The signature for a code hook is.
CodeHook(start: int, end: int, callback: Any)
Styx will execute the passed callback with a single argument CpuBackend when the cpu executes an instruction in the address range (start, end].
Let’s add our code hook.
IO_TRANSFER_ADDR = 0x00001AE8
def io_transfer(cpu: CpuBackend):
"""
Code hook, called when target transfers serial character data.
Used to show when target sends UART message over the line.
"""
# character to send stored in r2
c = cpu.read_register("r2")
if c:
print(f"target sent {c.to_bytes(1)}")
else:
print("no register r2 in target")
proc.add_hook(CodeHook(IO_TRANSFER_ADDR, IO_TRANSFER_ADDR, io_transfer))

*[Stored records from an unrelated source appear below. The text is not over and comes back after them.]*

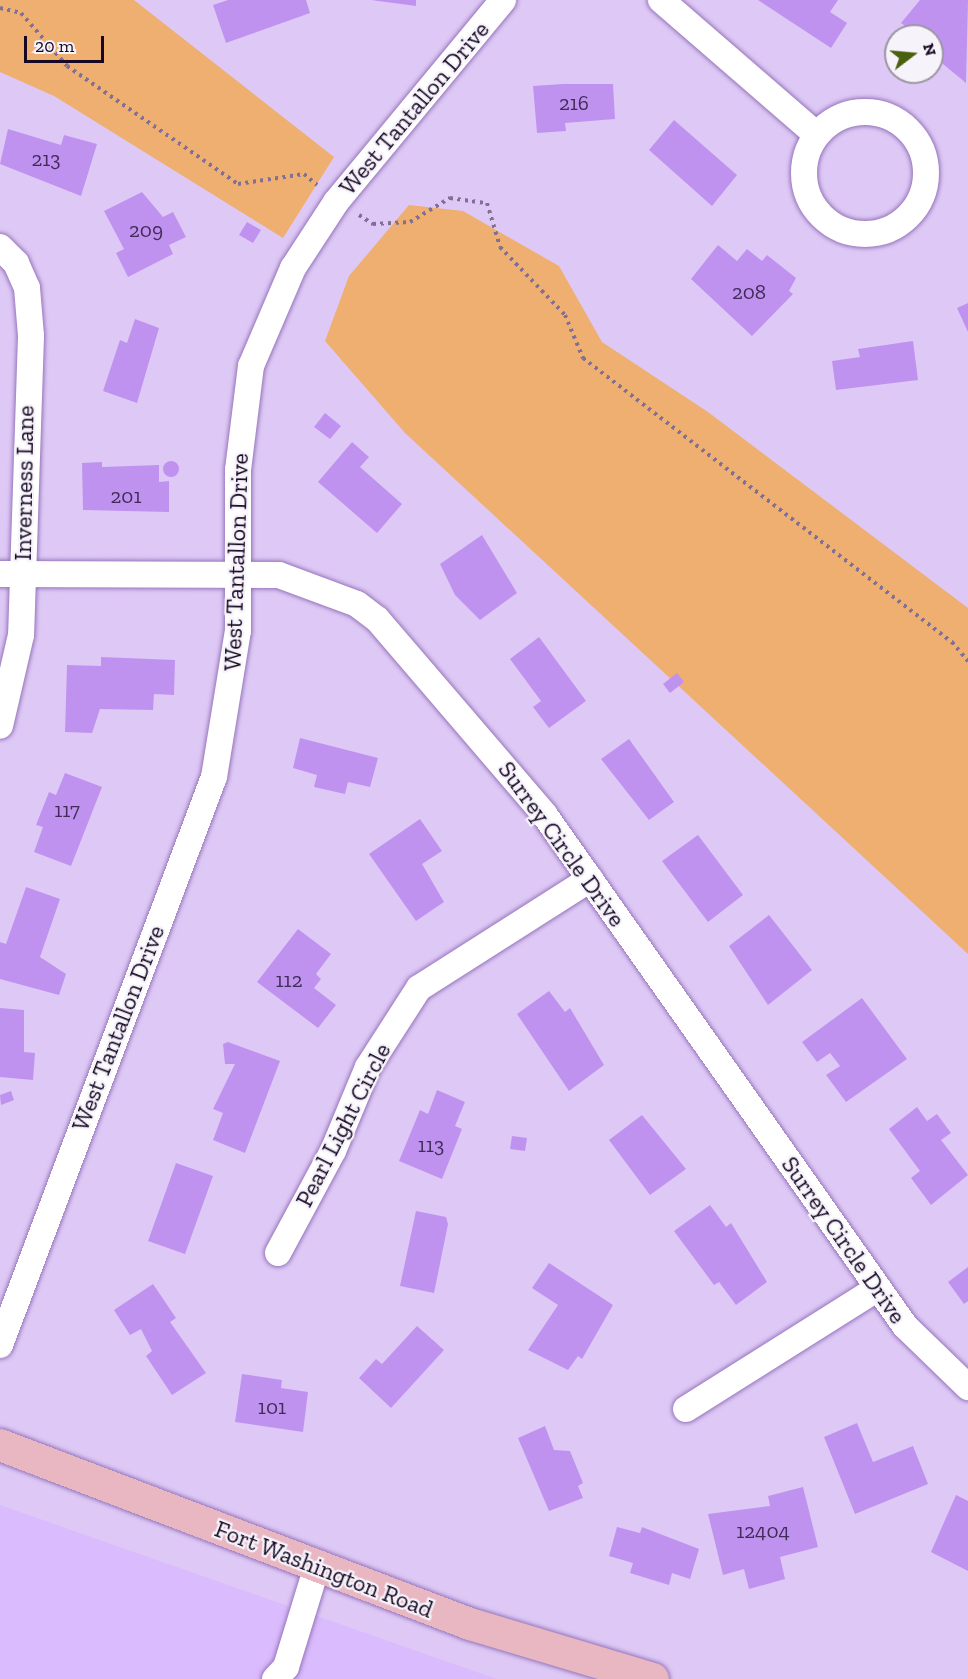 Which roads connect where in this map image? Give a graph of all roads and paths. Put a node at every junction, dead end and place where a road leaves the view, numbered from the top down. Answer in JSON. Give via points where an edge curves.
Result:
{"nodes":[{"id":1,"x":503,"y":0,"type":"edge"},
{"id":2,"x":661,"y":0,"type":"edge"},
{"id":3,"x":0,"y":8,"type":"edge"},
{"id":4,"x":817,"y":135,"type":"junction"},
{"id":5,"x":336,"y":201,"type":"junction"},
{"id":6,"x":0,"y":247,"type":"edge"},
{"id":7,"x":240,"y":573,"type":"junction"},
{"id":8,"x":11,"y":575,"type":"edge"},
{"id":9,"x":968,"y":661,"type":"edge"},
{"id":10,"x":0,"y":726,"type":"edge"},
{"id":11,"x":590,"y":879,"type":"junction"},
{"id":12,"x":278,"y":1253,"type":"dead end"},
{"id":13,"x":878,"y":1288,"type":"junction"},
{"id":14,"x":0,"y":1345,"type":"edge"},
{"id":15,"x":968,"y":1387,"type":"edge"},
{"id":16,"x":686,"y":1409,"type":"dead end"},
{"id":17,"x":0,"y":1445,"type":"edge"},
{"id":18,"x":318,"y":1566,"type":"junction"},
{"id":19,"x":275,"y":1679,"type":"edge"},
{"id":20,"x":652,"y":1679,"type":"edge"}],
"edges":[{"from":1,"to":5,"type":"street","name":"West Tantallon Drive"},
{"from":2,"to":4,"type":"street"},
{"from":3,"to":5,"type":"path","via":[[21,13],[67,66],[238,184],[304,174]]},
{"from":4,"to":4,"type":"street","via":[[804,180],[808,198],[831,224],[867,234],[887,230],[917,204],[925,165],[919,146],[890,118],[851,114]]},
{"from":5,"to":7,"type":"street","name":"West Tantallon Drive","via":[[293,268],[251,366],[238,470]]},
{"from":5,"to":9,"type":"path","via":[[373,224],[410,222],[450,198],[487,203],[500,247],[565,315],[583,358],[933,627]]},
{"from":6,"to":8,"type":"street","name":"Inverness Lane","via":[[16,263],[31,306]]},
{"from":7,"to":8,"type":"street","name":"Surrey Circle Drive"},
{"from":7,"to":11,"type":"street","name":"Surrey Circle Drive","via":[[279,575],[357,604],[377,619],[469,721]]},
{"from":7,"to":14,"type":"street","name":"West Tantallon Drive","via":[[230,698],[214,777]]},
{"from":8,"to":10,"type":"street","name":"Inverness Lane","via":[[21,635]]},
{"from":11,"to":12,"type":"street","name":"Pearl Light Circle","via":[[419,988],[368,1067],[333,1151]]},
{"from":11,"to":13,"type":"street","name":"Surrey Circle Drive"},
{"from":13,"to":15,"type":"street","name":"Surrey Circle Drive","via":[[905,1326]]},
{"from":13,"to":16,"type":"street"},
{"from":17,"to":18,"type":"main road","name":"Fort Washington Road"},
{"from":18,"to":19,"type":"street","via":[[286,1667]]},
{"from":18,"to":20,"type":"main road","name":"Fort Washington Road","via":[[470,1624]]}]}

This made a code hook that triggers when the processor’s program counter is in the range (0x00001AE8, 0x00001AE8], which simplifies to the single address 0x00001AE8. CodeHook is just one example of a hook, the other hooks currently available in the python bindings are listed below:
CodeHook
Triggered on execution in a range of program counter addresses.
BlockHook
Triggered on hitting a new basic block.
MemWriteHook
Called on a memory write to a range of addresses.
MemReadHook
Called on a memory read to a range of addresses.
InterruptHook
Called on an cpu interrupt triggered.
InvalidInsnHook
Called on an invalid instruction encountered
The hook callbacks can have different signatures. ( To run the processor:
proc.start()
This blocks the current python execution thread but allows multithreaded Python code to run while the cpu is executing. This code and more is available in the uart-kinetis21 styx-py-api example.
Peripherals¶
Some styx peripherals are included as python bindings for easy use. Currently only the UartClient is available.
DEBUG_UART_PORT = 5
IPC_PORT = 16001
client = UartClient(f"http://127.0.0.1:{IPC_PORT}", DEBUG_UART_PORT)

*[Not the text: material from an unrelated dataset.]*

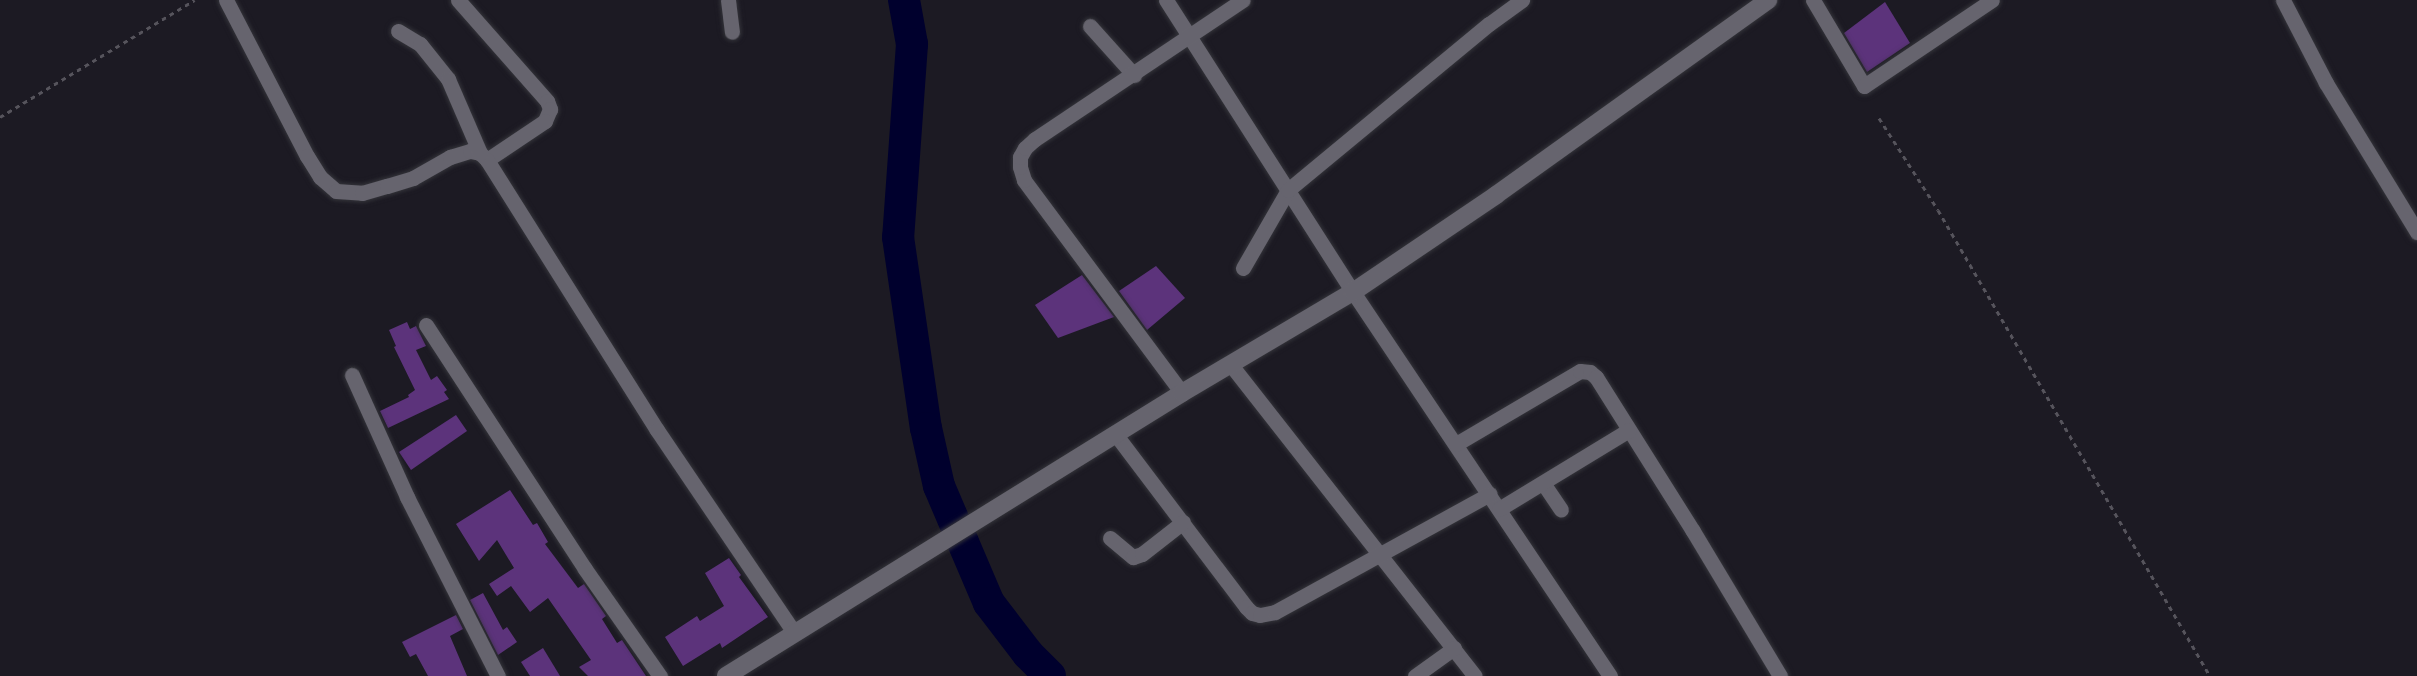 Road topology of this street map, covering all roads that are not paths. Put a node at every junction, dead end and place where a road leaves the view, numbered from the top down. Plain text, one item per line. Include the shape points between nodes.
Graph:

# check if any bytes are received
num_bytes_to_check = 1
recv_bytes = client.recv_nonblocking(num_bytes_to_check)
if recv_bytes != None:
print("got a byte!")
# send some bytes over the line
client.send(b'Hello again\n').
The UartClient will throw an exception if it could not connect.
Symbion¶
Angr Symbion allows interleaved analysis of concrete and symbolic execution. In this setup, Styx can complete concrete execution of of complex initialization or external state (peripherals) and then use angr’s symbolic execution to complete the analysis.
Symbion support for Styx in an experimental stage. Check out styx/bindings/styx-py-api/styx_symbion and the current example styx/bindings/styx-py-api/styx_symbion/tests/test1.py.